Try it: Locate every line below that contains the word "Drive" and copy it.
(Exercise material)
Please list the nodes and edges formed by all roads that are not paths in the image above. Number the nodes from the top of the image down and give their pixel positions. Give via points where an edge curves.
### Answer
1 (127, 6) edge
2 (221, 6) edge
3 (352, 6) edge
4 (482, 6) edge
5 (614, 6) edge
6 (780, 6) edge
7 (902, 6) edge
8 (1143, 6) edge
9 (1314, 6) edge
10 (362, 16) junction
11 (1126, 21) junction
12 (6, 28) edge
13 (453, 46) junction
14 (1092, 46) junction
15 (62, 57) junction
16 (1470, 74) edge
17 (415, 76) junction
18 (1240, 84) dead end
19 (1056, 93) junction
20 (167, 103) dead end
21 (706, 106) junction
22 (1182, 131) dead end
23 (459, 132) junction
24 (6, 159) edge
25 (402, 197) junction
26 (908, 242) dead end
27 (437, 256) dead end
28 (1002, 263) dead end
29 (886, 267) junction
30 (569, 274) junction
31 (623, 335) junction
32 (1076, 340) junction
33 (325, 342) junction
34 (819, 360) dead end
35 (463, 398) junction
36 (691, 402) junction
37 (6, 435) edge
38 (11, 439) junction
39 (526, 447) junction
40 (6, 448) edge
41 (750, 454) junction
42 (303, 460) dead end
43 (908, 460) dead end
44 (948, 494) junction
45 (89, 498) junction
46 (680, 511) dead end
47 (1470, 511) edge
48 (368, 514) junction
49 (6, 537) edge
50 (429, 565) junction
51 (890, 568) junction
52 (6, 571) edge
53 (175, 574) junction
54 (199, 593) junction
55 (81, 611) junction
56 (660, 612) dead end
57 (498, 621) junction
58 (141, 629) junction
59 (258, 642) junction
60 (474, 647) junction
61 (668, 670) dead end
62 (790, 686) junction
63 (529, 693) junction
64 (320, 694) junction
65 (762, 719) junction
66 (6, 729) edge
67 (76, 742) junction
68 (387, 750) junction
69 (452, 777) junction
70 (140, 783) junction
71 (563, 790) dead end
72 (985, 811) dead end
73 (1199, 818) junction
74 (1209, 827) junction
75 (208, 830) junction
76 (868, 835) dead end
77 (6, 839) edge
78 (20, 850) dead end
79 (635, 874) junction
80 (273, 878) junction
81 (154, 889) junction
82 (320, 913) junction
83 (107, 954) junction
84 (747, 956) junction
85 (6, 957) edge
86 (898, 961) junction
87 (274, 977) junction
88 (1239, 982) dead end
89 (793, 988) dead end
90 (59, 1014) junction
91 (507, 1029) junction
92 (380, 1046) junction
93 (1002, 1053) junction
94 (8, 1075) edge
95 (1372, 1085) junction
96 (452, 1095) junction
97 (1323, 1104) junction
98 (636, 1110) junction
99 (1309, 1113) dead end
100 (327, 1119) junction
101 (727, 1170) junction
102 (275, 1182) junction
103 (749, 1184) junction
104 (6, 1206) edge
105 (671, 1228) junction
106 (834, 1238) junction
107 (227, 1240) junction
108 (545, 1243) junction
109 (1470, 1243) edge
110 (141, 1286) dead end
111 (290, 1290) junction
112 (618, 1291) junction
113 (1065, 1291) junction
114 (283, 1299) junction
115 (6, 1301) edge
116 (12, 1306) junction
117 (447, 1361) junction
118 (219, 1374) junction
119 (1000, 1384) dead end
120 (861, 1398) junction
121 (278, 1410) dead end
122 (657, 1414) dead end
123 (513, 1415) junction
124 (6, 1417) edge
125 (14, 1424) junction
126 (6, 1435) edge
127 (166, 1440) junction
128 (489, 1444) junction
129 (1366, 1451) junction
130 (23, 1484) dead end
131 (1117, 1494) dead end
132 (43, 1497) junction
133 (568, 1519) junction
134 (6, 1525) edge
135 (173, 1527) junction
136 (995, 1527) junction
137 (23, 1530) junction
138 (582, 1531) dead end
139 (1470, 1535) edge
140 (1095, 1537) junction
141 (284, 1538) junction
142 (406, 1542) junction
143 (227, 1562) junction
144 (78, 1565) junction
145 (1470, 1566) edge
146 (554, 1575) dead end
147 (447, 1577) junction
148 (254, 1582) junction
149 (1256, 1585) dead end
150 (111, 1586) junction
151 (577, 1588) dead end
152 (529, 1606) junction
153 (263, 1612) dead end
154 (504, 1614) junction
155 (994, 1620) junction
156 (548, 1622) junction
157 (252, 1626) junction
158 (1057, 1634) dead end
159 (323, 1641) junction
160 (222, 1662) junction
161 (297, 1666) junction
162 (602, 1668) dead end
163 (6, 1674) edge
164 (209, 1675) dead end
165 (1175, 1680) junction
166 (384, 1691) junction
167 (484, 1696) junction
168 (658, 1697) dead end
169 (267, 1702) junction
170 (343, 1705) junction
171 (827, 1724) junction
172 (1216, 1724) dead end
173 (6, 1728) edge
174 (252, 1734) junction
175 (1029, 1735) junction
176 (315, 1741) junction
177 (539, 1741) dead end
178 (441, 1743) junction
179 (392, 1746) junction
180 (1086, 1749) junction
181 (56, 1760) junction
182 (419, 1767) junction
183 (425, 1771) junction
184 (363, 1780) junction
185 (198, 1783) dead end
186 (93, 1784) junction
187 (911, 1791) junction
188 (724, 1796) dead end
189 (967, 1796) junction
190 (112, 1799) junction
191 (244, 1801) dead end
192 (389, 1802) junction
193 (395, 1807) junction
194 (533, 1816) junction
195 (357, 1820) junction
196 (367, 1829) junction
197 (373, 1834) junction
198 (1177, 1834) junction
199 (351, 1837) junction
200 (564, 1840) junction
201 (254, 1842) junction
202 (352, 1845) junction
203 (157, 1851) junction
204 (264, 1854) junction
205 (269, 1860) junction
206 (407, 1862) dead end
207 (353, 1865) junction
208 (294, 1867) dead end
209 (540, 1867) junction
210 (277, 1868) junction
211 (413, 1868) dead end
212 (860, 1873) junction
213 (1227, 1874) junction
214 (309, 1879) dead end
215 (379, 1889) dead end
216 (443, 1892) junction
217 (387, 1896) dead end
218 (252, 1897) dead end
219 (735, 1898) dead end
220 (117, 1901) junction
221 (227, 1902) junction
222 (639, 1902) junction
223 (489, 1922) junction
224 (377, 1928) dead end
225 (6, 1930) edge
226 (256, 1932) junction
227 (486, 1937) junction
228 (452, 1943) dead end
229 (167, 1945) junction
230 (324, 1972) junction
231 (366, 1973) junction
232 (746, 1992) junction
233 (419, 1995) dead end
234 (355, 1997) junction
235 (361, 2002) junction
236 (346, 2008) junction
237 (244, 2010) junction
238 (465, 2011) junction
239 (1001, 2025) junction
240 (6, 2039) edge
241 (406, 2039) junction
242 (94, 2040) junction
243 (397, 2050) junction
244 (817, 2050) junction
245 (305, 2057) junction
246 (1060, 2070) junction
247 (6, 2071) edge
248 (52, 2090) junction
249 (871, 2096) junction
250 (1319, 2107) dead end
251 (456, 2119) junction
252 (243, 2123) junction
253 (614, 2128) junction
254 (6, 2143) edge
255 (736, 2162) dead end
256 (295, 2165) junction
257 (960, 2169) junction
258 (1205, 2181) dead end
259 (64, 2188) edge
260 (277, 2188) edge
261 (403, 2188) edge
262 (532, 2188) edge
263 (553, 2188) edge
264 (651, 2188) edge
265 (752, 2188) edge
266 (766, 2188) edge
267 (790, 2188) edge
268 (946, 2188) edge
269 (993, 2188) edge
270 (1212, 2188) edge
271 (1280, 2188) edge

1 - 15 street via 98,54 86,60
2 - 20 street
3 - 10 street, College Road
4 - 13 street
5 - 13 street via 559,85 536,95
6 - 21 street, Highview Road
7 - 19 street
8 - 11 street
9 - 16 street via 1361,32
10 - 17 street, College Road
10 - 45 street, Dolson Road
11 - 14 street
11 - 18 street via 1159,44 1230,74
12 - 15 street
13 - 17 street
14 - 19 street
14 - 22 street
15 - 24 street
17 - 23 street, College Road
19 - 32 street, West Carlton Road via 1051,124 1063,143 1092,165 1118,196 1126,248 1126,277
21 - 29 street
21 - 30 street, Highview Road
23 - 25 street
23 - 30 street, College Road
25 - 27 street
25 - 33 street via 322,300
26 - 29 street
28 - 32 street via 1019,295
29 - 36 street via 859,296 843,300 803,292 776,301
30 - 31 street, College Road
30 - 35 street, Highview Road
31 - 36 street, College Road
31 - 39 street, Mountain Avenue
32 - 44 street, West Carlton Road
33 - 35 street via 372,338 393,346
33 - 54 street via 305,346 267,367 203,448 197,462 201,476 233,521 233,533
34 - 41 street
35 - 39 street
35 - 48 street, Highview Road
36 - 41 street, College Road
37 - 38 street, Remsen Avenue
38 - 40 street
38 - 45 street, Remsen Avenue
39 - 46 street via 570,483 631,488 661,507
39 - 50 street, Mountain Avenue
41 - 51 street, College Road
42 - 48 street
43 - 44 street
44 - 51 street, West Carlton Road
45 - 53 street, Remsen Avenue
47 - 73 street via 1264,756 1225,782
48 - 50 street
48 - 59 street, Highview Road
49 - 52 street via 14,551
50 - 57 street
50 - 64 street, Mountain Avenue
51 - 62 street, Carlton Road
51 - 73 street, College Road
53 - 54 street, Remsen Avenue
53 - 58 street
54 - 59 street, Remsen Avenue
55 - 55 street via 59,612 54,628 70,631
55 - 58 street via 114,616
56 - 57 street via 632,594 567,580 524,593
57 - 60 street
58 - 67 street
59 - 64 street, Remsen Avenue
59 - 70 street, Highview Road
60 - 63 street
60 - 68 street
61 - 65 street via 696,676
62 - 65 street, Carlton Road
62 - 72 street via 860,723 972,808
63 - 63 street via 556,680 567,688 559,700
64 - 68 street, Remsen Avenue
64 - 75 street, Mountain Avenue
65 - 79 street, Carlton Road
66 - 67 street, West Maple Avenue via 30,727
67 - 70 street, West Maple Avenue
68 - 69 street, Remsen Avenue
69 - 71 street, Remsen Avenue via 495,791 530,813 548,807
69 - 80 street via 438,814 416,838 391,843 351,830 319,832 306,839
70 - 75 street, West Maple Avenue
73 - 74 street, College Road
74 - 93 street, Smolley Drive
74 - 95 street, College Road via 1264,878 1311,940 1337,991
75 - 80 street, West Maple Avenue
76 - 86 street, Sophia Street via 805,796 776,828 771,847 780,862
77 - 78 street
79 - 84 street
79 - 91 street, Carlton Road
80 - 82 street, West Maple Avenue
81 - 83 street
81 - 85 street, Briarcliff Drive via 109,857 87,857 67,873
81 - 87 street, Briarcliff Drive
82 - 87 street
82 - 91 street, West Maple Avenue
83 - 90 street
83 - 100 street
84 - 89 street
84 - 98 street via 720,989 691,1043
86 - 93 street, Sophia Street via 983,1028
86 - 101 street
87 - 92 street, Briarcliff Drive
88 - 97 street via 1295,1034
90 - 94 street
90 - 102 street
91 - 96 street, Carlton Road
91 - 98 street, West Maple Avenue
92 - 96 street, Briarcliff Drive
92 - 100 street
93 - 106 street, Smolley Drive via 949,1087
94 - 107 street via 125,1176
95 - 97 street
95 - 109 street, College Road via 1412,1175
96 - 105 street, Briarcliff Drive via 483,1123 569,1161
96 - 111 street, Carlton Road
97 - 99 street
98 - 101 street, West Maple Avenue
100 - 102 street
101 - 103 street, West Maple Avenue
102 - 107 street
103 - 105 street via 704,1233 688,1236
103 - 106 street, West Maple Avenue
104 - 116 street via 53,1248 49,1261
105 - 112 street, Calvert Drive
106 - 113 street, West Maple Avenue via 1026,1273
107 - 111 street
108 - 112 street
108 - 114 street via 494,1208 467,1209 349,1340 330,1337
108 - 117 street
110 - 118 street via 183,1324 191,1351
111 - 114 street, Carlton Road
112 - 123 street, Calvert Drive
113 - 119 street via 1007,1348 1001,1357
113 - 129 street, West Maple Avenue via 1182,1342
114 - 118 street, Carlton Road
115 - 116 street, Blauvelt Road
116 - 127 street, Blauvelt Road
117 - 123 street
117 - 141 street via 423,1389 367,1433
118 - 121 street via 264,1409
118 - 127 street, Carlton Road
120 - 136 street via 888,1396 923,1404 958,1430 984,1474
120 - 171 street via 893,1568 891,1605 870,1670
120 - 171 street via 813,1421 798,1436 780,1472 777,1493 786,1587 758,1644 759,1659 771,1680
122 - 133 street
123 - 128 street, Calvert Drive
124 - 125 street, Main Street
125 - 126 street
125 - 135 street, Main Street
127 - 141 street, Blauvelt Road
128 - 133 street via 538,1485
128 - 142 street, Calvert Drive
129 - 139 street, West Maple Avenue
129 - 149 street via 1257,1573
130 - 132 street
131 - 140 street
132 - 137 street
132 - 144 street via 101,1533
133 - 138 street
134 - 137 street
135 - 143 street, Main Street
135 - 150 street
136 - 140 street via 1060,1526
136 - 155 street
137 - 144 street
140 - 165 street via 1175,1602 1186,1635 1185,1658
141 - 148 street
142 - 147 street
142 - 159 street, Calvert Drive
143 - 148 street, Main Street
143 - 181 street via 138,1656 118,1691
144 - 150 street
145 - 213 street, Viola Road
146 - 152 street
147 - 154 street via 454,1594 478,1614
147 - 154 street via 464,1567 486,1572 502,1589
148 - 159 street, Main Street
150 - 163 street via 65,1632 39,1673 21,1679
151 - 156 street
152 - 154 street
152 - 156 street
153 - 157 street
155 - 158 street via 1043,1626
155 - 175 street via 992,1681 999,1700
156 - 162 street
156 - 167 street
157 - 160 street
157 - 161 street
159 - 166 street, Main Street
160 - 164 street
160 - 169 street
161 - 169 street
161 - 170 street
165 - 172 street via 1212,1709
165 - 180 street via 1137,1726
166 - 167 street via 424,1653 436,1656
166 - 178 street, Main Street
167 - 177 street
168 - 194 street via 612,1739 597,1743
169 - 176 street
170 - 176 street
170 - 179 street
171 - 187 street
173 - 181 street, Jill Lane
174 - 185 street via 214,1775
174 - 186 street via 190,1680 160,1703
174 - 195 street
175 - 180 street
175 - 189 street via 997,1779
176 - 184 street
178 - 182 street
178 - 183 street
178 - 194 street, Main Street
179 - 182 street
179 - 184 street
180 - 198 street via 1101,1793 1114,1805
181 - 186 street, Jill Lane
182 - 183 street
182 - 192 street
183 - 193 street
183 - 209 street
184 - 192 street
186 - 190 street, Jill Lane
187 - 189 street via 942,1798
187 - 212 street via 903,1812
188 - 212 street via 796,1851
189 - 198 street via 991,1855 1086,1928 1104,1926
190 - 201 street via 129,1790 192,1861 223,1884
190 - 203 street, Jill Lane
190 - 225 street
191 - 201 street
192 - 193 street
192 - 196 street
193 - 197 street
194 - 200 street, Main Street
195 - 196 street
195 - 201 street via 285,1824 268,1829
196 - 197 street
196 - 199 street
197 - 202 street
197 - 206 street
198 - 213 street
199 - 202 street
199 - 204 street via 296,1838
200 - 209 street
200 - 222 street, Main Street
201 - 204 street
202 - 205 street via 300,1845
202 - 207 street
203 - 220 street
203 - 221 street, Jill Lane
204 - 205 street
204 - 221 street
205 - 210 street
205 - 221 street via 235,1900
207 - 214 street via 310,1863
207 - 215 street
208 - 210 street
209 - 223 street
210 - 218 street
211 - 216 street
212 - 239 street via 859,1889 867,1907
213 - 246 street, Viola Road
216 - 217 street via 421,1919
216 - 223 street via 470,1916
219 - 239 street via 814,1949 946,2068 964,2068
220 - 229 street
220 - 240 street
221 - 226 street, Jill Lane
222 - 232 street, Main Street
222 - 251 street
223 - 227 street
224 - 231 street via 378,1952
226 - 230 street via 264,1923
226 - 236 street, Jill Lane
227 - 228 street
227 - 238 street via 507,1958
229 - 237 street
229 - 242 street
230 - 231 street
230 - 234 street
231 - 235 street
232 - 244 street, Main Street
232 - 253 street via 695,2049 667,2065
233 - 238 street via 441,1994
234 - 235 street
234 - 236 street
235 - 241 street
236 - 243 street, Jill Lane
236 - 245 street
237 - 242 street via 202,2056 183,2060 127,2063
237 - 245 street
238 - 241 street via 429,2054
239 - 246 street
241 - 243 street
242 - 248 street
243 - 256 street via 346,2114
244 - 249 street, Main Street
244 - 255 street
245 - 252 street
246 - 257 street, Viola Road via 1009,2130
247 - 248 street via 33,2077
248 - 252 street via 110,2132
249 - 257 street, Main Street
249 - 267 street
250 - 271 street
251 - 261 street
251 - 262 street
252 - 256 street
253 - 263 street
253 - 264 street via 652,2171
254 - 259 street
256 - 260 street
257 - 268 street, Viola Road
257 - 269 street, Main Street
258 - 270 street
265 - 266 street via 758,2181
(End Exercise material)
Exercise solution:
74 - 93 street, Smolley Drive
81 - 85 street, Briarcliff Drive via 109,857 87,857 67,873
81 - 87 street, Briarcliff Drive
87 - 92 street, Briarcliff Drive
92 - 96 street, Briarcliff Drive
93 - 106 street, Smolley Drive via 949,1087
96 - 105 street, Briarcliff Drive via 483,1123 569,1161
105 - 112 street, Calvert Drive
112 - 123 street, Calvert Drive
123 - 128 street, Calvert Drive
128 - 142 street, Calvert Drive
142 - 159 street, Calvert Drive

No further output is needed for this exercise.